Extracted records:
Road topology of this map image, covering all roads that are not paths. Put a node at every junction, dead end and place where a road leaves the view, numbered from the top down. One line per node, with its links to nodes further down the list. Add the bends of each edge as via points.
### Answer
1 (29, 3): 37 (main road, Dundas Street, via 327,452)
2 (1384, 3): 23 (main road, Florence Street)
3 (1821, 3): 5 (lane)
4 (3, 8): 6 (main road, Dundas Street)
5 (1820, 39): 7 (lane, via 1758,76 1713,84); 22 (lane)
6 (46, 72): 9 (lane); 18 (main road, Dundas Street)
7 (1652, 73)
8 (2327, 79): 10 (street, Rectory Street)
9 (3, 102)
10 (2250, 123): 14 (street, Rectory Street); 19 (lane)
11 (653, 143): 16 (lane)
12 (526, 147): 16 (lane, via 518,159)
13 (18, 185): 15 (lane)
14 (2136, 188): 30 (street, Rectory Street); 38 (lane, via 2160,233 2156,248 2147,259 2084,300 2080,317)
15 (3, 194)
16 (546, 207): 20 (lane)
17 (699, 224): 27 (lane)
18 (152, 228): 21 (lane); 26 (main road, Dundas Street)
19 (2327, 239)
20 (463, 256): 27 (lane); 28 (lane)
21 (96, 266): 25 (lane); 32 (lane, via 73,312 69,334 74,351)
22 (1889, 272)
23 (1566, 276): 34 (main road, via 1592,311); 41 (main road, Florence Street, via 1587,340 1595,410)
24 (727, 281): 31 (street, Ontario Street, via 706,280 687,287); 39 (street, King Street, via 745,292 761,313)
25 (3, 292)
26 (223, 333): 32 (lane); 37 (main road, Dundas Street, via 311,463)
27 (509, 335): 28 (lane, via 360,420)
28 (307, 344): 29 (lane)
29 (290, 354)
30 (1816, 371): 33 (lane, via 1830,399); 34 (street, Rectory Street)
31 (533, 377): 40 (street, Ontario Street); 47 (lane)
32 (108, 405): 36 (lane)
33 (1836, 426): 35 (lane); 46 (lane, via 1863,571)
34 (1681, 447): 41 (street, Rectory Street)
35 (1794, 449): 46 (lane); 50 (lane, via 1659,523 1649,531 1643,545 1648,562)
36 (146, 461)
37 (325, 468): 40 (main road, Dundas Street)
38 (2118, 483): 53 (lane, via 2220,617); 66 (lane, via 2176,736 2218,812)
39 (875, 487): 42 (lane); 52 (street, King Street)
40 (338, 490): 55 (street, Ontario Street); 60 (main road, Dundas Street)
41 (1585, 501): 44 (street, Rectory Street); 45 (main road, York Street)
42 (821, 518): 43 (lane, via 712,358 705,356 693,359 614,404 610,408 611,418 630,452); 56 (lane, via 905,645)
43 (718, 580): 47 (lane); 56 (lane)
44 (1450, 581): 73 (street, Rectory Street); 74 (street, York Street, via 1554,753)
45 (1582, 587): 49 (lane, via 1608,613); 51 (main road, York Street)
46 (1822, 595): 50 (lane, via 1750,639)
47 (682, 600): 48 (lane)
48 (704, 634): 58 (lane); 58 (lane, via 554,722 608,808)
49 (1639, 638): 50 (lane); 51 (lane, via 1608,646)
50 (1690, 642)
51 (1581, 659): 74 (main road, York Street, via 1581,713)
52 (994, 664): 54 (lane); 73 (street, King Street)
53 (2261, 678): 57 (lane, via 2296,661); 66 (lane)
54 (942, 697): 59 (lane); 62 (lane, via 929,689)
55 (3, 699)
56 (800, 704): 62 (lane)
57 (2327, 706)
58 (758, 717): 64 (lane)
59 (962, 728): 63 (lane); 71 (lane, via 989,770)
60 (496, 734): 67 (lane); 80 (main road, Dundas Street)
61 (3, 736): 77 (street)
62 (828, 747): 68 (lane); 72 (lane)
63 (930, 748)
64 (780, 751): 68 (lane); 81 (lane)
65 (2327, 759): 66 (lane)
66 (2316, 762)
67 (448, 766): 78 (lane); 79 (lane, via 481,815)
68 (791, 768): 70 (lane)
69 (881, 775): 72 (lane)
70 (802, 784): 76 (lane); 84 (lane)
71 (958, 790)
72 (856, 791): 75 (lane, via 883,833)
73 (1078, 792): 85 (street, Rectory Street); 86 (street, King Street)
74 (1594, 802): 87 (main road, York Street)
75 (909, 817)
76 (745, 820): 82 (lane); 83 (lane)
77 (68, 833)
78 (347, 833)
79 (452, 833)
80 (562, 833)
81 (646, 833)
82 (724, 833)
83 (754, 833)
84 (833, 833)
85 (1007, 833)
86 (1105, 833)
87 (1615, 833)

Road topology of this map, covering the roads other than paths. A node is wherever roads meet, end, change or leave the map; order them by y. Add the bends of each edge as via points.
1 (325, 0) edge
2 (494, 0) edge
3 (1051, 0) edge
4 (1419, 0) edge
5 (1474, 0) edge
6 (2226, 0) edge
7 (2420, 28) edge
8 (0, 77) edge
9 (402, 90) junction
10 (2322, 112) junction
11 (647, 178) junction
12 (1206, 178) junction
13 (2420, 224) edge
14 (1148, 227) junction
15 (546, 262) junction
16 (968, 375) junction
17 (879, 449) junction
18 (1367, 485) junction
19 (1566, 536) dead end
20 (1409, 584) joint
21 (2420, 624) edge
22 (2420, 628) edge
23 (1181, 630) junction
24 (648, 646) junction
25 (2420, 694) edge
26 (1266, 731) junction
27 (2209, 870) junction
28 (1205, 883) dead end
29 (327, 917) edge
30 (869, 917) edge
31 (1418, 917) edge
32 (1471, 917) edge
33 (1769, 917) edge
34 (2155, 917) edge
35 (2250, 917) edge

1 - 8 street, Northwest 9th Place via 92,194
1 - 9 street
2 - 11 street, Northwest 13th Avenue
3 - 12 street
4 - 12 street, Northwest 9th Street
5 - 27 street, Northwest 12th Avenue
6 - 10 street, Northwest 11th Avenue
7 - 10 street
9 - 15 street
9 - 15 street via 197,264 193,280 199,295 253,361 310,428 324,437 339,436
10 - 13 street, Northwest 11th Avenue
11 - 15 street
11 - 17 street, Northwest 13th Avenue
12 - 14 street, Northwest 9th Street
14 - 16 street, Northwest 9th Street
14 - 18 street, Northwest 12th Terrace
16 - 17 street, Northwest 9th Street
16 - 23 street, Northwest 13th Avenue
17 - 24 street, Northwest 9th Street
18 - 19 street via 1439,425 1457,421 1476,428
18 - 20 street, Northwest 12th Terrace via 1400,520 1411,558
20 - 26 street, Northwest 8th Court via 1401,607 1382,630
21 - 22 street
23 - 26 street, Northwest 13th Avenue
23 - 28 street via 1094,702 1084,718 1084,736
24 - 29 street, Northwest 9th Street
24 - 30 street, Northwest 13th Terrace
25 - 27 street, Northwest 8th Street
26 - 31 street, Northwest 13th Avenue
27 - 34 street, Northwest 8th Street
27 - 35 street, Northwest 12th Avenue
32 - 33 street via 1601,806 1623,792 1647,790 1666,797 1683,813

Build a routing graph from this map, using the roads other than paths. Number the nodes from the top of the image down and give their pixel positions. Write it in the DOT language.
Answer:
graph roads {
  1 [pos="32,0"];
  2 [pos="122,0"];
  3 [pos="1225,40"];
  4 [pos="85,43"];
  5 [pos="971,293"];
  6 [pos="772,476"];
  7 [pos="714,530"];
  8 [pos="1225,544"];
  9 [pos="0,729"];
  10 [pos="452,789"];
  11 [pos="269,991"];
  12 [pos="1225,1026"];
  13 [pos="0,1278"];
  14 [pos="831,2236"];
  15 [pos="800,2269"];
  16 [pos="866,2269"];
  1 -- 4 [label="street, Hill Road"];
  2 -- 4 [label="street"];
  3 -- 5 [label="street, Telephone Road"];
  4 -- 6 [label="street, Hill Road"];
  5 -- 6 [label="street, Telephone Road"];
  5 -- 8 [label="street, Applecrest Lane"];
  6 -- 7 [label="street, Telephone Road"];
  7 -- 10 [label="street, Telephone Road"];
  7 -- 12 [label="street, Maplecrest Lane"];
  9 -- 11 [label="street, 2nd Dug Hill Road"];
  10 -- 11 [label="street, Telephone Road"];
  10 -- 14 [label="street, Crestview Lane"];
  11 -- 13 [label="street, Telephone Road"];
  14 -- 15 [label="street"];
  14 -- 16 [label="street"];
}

:: Assigned task ::
Starting at the line with "Build a routing", restate each line through the end of the records, both ends included, and stop there.

:: Answer to this task ::
Build a routing graph from this map, using the roads other than paths. Number the nodes from the top of the image down and give their pixel positions. Write it in the DOT language.
Answer:
graph roads {
  1 [pos="32,0"];
  2 [pos="122,0"];
  3 [pos="1225,40"];
  4 [pos="85,43"];
  5 [pos="971,293"];
  6 [pos="772,476"];
  7 [pos="714,530"];
  8 [pos="1225,544"];
  9 [pos="0,729"];
  10 [pos="452,789"];
  11 [pos="269,991"];
  12 [pos="1225,1026"];
  13 [pos="0,1278"];
  14 [pos="831,2236"];
  15 [pos="800,2269"];
  16 [pos="866,2269"];
  1 -- 4 [label="street, Hill Road"];
  2 -- 4 [label="street"];
  3 -- 5 [label="street, Telephone Road"];
  4 -- 6 [label="street, Hill Road"];
  5 -- 6 [label="street, Telephone Road"];
  5 -- 8 [label="street, Applecrest Lane"];
  6 -- 7 [label="street, Telephone Road"];
  7 -- 10 [label="street, Telephone Road"];
  7 -- 12 [label="street, Maplecrest Lane"];
  9 -- 11 [label="street, 2nd Dug Hill Road"];
  10 -- 11 [label="street, Telephone Road"];
  10 -- 14 [label="street, Crestview Lane"];
  11 -- 13 [label="street, Telephone Road"];
  14 -- 15 [label="street"];
  14 -- 16 [label="street"];
}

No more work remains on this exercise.